The Naked Gun; comedy / parody, USA, 2025; D: Akiva Schaffer, S: Liam Neeson, Pamela Anderson, Paul Walter Hauser, Danny Huston
Lieutenant Frank Drebin Jr. of the LAPD Police Squad is sent to investigate a mysterious case in which a certain Simon died in a car accident in his electric vehicle. Conversely, Simon's sister Beth considers it a murder. Frank and his partner Ed discover that Simon's boss Richard Cane, a billionaire and owner of a company which produces elcetric vehicles, plans to use a device to turn the human population into its premordial state and thereby reduce it, to start the civilization anew, while he and other billionaires will hide in the bunker. Luckily, Frank and Beth are able to stop him, and become a couple in the process.

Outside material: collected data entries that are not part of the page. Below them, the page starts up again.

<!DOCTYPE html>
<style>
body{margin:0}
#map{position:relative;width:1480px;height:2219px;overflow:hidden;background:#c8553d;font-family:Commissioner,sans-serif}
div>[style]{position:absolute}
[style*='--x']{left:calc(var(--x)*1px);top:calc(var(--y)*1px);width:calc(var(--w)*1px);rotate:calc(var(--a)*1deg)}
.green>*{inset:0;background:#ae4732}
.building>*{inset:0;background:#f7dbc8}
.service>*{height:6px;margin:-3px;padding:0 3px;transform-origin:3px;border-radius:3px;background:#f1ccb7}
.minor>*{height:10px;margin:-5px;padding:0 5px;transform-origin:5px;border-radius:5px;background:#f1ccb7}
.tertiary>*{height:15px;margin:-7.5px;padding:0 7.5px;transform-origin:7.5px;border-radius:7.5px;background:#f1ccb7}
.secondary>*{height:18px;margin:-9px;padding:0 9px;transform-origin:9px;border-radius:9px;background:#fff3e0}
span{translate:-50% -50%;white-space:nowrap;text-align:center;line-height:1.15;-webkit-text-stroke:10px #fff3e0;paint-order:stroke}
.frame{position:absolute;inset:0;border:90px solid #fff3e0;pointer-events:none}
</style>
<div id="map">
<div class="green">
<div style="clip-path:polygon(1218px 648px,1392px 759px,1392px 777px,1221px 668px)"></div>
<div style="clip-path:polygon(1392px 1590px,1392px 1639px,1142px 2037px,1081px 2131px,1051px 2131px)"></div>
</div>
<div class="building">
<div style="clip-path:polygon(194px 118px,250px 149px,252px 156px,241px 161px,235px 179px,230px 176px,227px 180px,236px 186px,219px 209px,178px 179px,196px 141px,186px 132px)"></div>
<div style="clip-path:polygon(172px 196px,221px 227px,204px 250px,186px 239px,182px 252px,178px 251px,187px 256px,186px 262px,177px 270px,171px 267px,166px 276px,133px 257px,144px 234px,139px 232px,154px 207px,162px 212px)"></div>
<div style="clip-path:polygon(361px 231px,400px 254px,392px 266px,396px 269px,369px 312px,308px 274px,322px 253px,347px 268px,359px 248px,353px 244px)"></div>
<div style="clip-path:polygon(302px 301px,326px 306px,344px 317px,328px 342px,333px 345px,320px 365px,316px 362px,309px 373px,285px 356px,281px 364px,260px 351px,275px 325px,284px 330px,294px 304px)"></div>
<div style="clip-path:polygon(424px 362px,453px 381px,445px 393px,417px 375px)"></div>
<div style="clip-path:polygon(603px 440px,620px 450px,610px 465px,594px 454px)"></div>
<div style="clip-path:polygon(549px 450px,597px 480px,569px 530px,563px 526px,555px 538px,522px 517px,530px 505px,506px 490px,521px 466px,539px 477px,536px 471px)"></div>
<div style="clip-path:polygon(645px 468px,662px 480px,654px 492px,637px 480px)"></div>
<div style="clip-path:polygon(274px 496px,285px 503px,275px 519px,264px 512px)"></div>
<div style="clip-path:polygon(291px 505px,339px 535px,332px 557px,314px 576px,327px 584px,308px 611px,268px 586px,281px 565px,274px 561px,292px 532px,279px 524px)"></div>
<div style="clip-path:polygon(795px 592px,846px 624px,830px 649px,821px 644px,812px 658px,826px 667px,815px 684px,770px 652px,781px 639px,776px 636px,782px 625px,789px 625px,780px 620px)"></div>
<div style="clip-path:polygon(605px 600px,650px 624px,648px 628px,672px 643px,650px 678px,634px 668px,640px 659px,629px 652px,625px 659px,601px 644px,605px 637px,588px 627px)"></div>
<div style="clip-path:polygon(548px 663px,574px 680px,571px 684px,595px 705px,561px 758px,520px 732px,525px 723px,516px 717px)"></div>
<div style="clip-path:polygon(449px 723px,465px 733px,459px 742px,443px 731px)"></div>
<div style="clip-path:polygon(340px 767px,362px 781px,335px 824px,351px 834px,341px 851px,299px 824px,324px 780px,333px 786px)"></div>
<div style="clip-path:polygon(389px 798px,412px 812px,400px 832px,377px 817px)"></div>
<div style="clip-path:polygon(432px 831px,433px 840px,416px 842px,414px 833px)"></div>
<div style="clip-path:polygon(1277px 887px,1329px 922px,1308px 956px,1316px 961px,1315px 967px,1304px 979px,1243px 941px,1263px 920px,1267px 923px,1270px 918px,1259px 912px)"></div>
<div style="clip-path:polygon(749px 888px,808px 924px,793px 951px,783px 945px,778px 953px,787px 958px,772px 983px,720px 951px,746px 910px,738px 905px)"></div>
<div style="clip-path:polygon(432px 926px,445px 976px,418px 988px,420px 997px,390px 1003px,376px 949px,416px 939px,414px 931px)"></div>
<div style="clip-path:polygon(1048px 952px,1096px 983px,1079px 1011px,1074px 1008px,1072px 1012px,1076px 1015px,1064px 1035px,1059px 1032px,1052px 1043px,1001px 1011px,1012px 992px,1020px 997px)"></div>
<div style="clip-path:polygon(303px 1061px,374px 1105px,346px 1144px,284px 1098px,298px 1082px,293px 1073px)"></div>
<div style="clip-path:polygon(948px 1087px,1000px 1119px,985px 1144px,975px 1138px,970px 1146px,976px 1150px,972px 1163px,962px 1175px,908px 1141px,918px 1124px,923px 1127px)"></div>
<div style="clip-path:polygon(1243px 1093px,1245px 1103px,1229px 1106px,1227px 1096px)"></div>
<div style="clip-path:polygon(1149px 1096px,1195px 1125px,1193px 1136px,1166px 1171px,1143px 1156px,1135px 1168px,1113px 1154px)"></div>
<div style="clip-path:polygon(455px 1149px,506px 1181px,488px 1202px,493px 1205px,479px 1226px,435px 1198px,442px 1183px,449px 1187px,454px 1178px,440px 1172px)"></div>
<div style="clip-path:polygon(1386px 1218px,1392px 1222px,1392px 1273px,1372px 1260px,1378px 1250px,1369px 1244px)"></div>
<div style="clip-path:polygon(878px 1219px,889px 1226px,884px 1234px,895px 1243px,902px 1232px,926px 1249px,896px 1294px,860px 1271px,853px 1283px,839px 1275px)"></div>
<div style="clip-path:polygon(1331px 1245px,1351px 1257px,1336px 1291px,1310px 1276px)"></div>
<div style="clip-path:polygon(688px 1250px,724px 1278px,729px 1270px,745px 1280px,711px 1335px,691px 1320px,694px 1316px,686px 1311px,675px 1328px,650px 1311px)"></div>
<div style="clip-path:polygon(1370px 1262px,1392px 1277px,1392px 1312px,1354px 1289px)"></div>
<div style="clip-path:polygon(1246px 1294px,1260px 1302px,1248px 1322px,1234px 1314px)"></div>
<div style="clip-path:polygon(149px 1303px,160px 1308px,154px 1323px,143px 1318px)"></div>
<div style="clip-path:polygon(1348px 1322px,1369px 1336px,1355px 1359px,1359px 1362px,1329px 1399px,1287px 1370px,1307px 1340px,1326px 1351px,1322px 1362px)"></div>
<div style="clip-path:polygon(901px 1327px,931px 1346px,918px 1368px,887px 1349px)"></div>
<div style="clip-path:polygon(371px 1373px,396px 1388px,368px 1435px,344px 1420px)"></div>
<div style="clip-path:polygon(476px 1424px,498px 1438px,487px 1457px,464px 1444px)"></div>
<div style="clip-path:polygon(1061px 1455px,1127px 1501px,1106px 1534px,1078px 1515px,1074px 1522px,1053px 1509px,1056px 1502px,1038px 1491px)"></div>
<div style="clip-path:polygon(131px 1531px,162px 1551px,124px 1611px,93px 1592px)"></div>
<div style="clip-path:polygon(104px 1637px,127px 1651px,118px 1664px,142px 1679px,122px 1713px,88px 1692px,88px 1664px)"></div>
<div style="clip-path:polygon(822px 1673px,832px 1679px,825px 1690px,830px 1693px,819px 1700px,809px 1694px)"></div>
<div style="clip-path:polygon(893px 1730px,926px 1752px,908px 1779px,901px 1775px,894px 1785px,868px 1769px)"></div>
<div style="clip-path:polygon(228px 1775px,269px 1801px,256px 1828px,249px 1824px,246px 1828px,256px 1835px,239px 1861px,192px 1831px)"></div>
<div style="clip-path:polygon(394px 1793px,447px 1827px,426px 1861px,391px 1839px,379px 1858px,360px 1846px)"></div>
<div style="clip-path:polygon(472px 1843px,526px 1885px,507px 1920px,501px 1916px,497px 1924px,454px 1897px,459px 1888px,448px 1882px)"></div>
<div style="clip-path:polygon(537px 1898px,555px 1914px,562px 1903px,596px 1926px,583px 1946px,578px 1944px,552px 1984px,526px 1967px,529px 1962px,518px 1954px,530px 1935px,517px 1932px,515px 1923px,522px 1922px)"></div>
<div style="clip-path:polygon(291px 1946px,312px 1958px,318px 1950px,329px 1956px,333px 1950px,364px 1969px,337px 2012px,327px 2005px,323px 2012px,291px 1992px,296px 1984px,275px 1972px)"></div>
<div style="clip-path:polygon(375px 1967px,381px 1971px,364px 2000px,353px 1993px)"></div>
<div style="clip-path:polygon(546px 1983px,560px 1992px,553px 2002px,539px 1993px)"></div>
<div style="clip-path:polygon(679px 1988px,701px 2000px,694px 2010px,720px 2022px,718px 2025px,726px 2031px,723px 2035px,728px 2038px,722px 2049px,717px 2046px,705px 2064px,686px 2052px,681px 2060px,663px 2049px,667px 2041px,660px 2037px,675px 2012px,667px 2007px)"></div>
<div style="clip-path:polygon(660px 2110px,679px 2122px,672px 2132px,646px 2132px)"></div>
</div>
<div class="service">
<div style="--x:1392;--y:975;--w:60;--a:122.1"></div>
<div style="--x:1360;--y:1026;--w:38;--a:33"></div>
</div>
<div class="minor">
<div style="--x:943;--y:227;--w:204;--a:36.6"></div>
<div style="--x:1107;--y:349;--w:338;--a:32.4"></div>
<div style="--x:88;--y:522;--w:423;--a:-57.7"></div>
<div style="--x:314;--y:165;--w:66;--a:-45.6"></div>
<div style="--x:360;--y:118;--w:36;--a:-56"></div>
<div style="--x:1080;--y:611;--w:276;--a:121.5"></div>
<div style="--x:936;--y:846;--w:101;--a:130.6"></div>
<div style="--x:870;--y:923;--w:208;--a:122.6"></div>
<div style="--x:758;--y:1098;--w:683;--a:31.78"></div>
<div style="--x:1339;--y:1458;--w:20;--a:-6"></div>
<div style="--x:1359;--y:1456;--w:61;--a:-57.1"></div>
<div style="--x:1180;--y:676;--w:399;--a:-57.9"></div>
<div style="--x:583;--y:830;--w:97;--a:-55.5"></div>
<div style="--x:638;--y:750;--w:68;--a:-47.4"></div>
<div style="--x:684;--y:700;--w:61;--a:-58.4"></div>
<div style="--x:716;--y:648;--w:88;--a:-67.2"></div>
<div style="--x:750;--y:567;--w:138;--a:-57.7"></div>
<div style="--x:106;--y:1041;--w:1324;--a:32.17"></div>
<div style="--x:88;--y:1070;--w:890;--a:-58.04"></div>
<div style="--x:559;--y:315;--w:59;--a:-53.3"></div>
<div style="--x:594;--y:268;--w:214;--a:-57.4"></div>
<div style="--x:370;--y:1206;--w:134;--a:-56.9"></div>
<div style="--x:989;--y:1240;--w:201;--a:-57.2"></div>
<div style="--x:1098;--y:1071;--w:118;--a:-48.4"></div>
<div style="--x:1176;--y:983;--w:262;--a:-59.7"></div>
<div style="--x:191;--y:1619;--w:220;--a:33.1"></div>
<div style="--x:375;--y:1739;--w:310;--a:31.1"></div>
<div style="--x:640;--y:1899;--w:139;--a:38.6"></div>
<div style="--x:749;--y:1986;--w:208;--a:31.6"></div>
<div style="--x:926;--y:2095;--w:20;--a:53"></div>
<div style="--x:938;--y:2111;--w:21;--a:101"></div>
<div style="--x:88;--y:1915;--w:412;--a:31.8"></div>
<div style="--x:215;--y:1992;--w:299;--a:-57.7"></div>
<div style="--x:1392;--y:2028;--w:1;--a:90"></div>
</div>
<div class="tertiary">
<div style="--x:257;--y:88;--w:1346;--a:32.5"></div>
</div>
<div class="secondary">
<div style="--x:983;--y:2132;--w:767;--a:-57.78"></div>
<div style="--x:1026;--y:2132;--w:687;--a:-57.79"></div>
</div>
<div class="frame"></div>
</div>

31 years after the last sequel to the film series, "The Naked Gun" was rebooted with this peculiar new version which is not as funny as the first or the third film, but is still better than the strained second film. The parody genre and its live action cartoon-style of comedy became extinct in the modern era of harsh hyper-realism cinema, and thus it is surprising how well this film works, regardless, almost as some sort of a "dissident" of comedy films of that time. Liam Neeson is somewhat miscast as Frank Drebin Jr. since he doesn't have a sense for comic timing, but Pamela Anderson is a refreshing discovery as a charming comedian, here playing crime novelist Beth. The gags are a hit-or-miss affair, since some fail to ignite, yet the movie is overall luckily never as forced as some feared it would be. The opening sequence where a little girl enters a bank during a robbery and reveals underneath her mask that she is actually Frank Drebin Jr. in disguise is awesome, as is the follow-up fight sequence where he hams it up big time. The authors mock everything and everyone, from oligarchy, plutocracy, through even the original film series (as Frank looks at the photo of Leslie Nielsen at the LAPD wall and pays homage to his late dad, we also see an African-American police officer looking at the photo of his dad, O.J. Simpson, but then just shakes his head, stops and walks away), and even the police conduct during certain racial situations ("You don't remember me, do you?" - "Should I?" - "My brother. You shot him in the name of justice". - "It can literally be thousands of people". - "You shot him in the back as he ran away". - "Hundreds". - "Unarmed". - "At least fifty". - "He was white". - "So you're Tommy Roiland's brother!"). The fantasy sequence involving the snowman is surreally hilarious and out of place, showing that even this updated "The Naked Gun" works, despite some of its weaker moments.